(Collected data entries)
________________

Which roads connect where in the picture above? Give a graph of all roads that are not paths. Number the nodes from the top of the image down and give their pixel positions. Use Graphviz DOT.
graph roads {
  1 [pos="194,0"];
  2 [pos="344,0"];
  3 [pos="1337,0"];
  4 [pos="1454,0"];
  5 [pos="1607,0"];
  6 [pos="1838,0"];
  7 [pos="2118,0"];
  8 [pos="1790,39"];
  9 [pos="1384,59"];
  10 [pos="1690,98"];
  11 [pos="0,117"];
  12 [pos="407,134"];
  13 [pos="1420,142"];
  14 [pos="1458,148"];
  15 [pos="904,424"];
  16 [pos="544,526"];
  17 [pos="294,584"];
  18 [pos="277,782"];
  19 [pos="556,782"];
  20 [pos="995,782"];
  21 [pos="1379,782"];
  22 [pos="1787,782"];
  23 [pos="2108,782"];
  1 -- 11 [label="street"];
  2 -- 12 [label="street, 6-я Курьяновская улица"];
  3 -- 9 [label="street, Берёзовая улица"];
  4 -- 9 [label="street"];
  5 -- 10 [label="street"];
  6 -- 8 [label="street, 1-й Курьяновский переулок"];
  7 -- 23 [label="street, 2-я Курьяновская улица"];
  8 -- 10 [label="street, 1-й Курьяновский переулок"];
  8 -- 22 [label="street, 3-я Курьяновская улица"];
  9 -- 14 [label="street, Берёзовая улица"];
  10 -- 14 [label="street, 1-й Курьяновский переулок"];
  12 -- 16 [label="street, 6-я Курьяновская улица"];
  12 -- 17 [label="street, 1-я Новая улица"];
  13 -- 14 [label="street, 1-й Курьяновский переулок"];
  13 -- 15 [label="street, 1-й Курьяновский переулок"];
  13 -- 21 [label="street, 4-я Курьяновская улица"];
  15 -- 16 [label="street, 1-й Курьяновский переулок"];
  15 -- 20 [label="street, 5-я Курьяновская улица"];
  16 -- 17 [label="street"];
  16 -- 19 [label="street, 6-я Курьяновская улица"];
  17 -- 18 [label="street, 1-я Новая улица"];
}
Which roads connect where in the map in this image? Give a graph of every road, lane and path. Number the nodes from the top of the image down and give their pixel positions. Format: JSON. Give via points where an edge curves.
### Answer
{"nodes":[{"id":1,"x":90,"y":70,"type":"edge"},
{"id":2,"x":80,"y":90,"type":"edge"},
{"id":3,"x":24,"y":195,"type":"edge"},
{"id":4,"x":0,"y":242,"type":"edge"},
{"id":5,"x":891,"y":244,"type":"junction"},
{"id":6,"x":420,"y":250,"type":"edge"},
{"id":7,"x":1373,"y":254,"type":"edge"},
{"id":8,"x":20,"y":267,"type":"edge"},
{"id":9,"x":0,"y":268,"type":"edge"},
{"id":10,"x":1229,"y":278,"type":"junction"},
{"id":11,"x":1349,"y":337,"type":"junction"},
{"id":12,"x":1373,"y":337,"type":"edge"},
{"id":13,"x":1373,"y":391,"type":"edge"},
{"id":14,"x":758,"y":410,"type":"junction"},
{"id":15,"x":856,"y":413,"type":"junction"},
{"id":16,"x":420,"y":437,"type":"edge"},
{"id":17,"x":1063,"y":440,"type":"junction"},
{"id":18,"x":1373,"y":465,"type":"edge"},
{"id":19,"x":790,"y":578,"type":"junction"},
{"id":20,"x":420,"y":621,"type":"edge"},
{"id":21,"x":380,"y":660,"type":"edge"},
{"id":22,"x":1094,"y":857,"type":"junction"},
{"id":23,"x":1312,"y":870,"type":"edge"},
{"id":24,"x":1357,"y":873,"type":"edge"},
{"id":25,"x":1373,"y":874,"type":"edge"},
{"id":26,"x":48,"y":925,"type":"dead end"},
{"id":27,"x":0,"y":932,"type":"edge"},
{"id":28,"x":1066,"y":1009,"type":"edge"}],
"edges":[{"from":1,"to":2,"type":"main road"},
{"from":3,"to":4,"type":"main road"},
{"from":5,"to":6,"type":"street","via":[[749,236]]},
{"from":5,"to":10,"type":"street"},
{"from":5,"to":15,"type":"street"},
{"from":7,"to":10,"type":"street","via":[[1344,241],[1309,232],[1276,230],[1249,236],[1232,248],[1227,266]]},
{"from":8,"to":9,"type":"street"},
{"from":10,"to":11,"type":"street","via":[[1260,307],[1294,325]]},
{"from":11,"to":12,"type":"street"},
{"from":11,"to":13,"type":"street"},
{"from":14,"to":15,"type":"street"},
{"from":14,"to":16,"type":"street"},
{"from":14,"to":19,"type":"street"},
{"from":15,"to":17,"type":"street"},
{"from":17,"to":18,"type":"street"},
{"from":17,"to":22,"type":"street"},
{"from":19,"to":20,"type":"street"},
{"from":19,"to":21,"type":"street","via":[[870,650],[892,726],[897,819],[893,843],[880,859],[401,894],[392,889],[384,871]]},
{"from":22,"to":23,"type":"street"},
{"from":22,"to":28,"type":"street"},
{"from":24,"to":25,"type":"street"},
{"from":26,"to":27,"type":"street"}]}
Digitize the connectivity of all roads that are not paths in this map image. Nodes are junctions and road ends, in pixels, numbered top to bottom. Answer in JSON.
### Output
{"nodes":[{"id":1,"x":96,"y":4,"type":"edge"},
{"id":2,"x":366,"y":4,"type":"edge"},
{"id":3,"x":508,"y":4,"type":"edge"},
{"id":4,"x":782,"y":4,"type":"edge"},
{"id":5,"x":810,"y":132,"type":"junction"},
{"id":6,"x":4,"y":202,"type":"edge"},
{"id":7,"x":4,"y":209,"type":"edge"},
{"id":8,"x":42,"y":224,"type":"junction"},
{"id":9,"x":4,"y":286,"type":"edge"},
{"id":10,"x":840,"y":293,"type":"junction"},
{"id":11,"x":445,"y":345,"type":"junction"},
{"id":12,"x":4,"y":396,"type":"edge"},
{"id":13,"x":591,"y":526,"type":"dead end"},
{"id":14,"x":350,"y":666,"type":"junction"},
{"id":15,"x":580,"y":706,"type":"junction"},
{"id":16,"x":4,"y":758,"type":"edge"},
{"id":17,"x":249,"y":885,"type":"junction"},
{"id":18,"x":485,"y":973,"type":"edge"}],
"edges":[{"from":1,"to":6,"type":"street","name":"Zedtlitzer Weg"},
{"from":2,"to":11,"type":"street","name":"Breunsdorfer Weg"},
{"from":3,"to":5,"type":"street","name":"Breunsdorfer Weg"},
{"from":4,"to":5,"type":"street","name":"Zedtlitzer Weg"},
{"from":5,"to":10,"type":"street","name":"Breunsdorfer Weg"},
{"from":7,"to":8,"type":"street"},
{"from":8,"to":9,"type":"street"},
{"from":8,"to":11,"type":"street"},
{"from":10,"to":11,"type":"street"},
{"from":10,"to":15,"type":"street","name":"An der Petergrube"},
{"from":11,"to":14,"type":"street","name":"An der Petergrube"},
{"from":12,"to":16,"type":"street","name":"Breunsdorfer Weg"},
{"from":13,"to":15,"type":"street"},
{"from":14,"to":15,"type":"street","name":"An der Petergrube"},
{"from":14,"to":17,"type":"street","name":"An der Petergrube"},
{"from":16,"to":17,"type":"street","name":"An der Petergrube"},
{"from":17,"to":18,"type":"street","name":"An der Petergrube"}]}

________________

### Activity
In the records above, locate every line with the string "Petergrube" and copy it.

### Completed exercise
{"from":10,"to":15,"type":"street","name":"An der Petergrube"},
{"from":11,"to":14,"type":"street","name":"An der Petergrube"},
{"from":14,"to":15,"type":"street","name":"An der Petergrube"},
{"from":14,"to":17,"type":"street","name":"An der Petergrube"},
{"from":16,"to":17,"type":"street","name":"An der Petergrube"},
{"from":17,"to":18,"type":"street","name":"An der Petergrube"}]}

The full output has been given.